_Entries supplied_
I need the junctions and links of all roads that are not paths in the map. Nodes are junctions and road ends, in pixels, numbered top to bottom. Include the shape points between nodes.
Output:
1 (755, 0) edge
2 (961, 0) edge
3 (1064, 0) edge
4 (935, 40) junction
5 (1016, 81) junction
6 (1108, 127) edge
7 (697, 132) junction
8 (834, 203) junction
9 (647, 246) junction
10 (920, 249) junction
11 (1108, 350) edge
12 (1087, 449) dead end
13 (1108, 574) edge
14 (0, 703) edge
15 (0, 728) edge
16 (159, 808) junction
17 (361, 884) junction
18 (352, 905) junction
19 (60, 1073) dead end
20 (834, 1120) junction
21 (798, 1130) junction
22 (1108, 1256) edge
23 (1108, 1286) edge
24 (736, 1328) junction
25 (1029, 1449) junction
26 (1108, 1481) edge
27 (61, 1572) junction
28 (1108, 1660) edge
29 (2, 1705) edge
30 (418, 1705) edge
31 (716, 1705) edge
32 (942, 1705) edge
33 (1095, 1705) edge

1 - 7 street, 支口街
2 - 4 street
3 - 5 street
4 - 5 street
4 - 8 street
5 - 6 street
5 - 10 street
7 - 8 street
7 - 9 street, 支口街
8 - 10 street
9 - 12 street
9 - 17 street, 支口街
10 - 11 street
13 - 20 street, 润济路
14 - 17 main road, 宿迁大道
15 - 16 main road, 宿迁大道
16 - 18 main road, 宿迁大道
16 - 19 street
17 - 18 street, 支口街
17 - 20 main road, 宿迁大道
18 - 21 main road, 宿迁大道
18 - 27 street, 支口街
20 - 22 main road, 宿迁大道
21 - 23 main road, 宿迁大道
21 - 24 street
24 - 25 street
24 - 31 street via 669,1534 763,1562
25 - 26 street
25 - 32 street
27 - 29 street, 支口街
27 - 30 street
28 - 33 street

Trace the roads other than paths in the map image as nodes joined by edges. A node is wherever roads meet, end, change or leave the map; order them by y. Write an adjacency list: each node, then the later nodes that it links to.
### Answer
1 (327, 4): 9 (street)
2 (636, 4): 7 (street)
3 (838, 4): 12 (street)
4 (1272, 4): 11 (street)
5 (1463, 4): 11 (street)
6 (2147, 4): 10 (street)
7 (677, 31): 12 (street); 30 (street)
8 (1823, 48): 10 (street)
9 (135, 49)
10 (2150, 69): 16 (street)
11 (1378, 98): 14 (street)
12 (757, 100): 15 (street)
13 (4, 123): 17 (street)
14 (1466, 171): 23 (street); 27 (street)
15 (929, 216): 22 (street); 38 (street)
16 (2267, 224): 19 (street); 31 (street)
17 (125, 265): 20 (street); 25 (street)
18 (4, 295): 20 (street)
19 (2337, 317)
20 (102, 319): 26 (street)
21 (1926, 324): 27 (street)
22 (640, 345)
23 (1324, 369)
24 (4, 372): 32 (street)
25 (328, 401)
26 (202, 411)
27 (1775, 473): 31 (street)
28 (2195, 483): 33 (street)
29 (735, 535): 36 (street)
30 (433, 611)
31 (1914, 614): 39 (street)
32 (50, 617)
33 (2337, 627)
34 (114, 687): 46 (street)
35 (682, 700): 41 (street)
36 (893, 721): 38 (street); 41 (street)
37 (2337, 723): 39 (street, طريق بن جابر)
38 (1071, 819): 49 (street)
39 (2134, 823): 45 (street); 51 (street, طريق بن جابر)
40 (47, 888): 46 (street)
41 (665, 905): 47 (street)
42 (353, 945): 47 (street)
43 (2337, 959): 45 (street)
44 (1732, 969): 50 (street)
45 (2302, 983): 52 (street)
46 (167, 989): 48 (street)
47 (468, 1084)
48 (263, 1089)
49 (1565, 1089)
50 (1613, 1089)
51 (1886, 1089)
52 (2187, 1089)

_What you should do_
Return all of the data above, keeping every line exactly as it appears.

_Answer to the exercise_
I need the junctions and links of all roads that are not paths in the map. Nodes are junctions and road ends, in pixels, numbered top to bottom. Include the shape points between nodes.
Output:
1 (755, 0) edge
2 (961, 0) edge
3 (1064, 0) edge
4 (935, 40) junction
5 (1016, 81) junction
6 (1108, 127) edge
7 (697, 132) junction
8 (834, 203) junction
9 (647, 246) junction
10 (920, 249) junction
11 (1108, 350) edge
12 (1087, 449) dead end
13 (1108, 574) edge
14 (0, 703) edge
15 (0, 728) edge
16 (159, 808) junction
17 (361, 884) junction
18 (352, 905) junction
19 (60, 1073) dead end
20 (834, 1120) junction
21 (798, 1130) junction
22 (1108, 1256) edge
23 (1108, 1286) edge
24 (736, 1328) junction
25 (1029, 1449) junction
26 (1108, 1481) edge
27 (61, 1572) junction
28 (1108, 1660) edge
29 (2, 1705) edge
30 (418, 1705) edge
31 (716, 1705) edge
32 (942, 1705) edge
33 (1095, 1705) edge

1 - 7 street, 支口街
2 - 4 street
3 - 5 street
4 - 5 street
4 - 8 street
5 - 6 street
5 - 10 street
7 - 8 street
7 - 9 street, 支口街
8 - 10 street
9 - 12 street
9 - 17 street, 支口街
10 - 11 street
13 - 20 street, 润济路
14 - 17 main road, 宿迁大道
15 - 16 main road, 宿迁大道
16 - 18 main road, 宿迁大道
16 - 19 street
17 - 18 street, 支口街
17 - 20 main road, 宿迁大道
18 - 21 main road, 宿迁大道
18 - 27 street, 支口街
20 - 22 main road, 宿迁大道
21 - 23 main road, 宿迁大道
21 - 24 street
24 - 25 street
24 - 31 street via 669,1534 763,1562
25 - 26 street
25 - 32 street
27 - 29 street, 支口街
27 - 30 street
28 - 33 street

Trace the roads other than paths in the map image as nodes joined by edges. A node is wherever roads meet, end, change or leave the map; order them by y. Write an adjacency list: each node, then the later nodes that it links to.
### Answer
1 (327, 4): 9 (street)
2 (636, 4): 7 (street)
3 (838, 4): 12 (street)
4 (1272, 4): 11 (street)
5 (1463, 4): 11 (street)
6 (2147, 4): 10 (street)
7 (677, 31): 12 (street); 30 (street)
8 (1823, 48): 10 (street)
9 (135, 49)
10 (2150, 69): 16 (street)
11 (1378, 98): 14 (street)
12 (757, 100): 15 (street)
13 (4, 123): 17 (street)
14 (1466, 171): 23 (street); 27 (street)
15 (929, 216): 22 (street); 38 (street)
16 (2267, 224): 19 (street); 31 (street)
17 (125, 265): 20 (street); 25 (street)
18 (4, 295): 20 (street)
19 (2337, 317)
20 (102, 319): 26 (street)
21 (1926, 324): 27 (street)
22 (640, 345)
23 (1324, 369)
24 (4, 372): 32 (street)
25 (328, 401)
26 (202, 411)
27 (1775, 473): 31 (street)
28 (2195, 483): 33 (street)
29 (735, 535): 36 (street)
30 (433, 611)
31 (1914, 614): 39 (street)
32 (50, 617)
33 (2337, 627)
34 (114, 687): 46 (street)
35 (682, 700): 41 (street)
36 (893, 721): 38 (street); 41 (street)
37 (2337, 723): 39 (street, طريق بن جابر)
38 (1071, 819): 49 (street)
39 (2134, 823): 45 (street); 51 (street, طريق بن جابر)
40 (47, 888): 46 (street)
41 (665, 905): 47 (street)
42 (353, 945): 47 (street)
43 (2337, 959): 45 (street)
44 (1732, 969): 50 (street)
45 (2302, 983): 52 (street)
46 (167, 989): 48 (street)
47 (468, 1084)
48 (263, 1089)
49 (1565, 1089)
50 (1613, 1089)
51 (1886, 1089)
52 (2187, 1089)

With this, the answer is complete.